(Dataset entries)
________

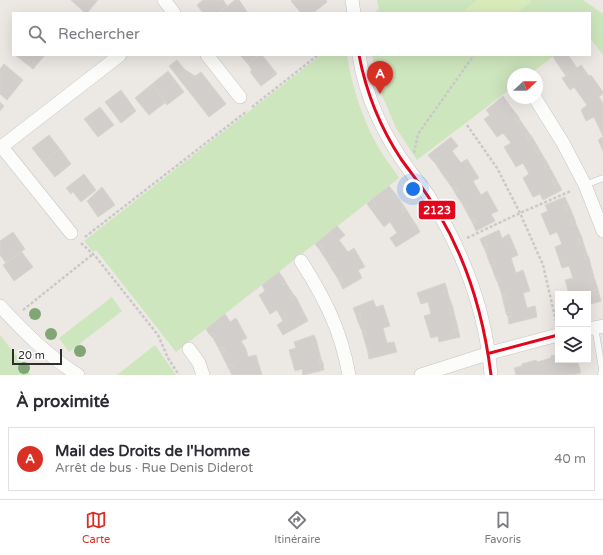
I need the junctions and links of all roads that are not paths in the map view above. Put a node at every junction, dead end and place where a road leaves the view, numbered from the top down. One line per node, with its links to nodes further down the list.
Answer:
1 (164, 0): 3 (street)
2 (352, 0): 4 (street)
3 (173, 12)
4 (354, 12)
5 (119, 56): 10 (street)
6 (208, 56): 8 (street)
7 (359, 56): 20 (street)
8 (240, 97)
9 (539, 104): 12 (street)
10 (1, 147): 14 (street)
11 (603, 178): 12 (lane)
12 (585, 185): 13 (street)
13 (603, 231)
14 (75, 237)
15 (301, 261): 23 (street)
16 (0, 306): 21 (street)
17 (595, 327): 26 (lane)
18 (555, 336): 20 (street)
19 (189, 349): 22 (street)
20 (490, 353): 24 (street); 25 (street)
21 (78, 375)
22 (203, 375)
23 (349, 375)
24 (421, 375)
25 (492, 375)
26 (601, 375)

________

Your task -> Output each line above exactly. Skip the images.

Solution below ->
I need the junctions and links of all roads that are not paths in the map view above. Put a node at every junction, dead end and place where a road leaves the view, numbered from the top down. One line per node, with its links to nodes further down the list.
Answer:
1 (164, 0): 3 (street)
2 (352, 0): 4 (street)
3 (173, 12)
4 (354, 12)
5 (119, 56): 10 (street)
6 (208, 56): 8 (street)
7 (359, 56): 20 (street)
8 (240, 97)
9 (539, 104): 12 (street)
10 (1, 147): 14 (street)
11 (603, 178): 12 (lane)
12 (585, 185): 13 (street)
13 (603, 231)
14 (75, 237)
15 (301, 261): 23 (street)
16 (0, 306): 21 (street)
17 (595, 327): 26 (lane)
18 (555, 336): 20 (street)
19 (189, 349): 22 (street)
20 (490, 353): 24 (street); 25 (street)
21 (78, 375)
22 (203, 375)
23 (349, 375)
24 (421, 375)
25 (492, 375)
26 (601, 375)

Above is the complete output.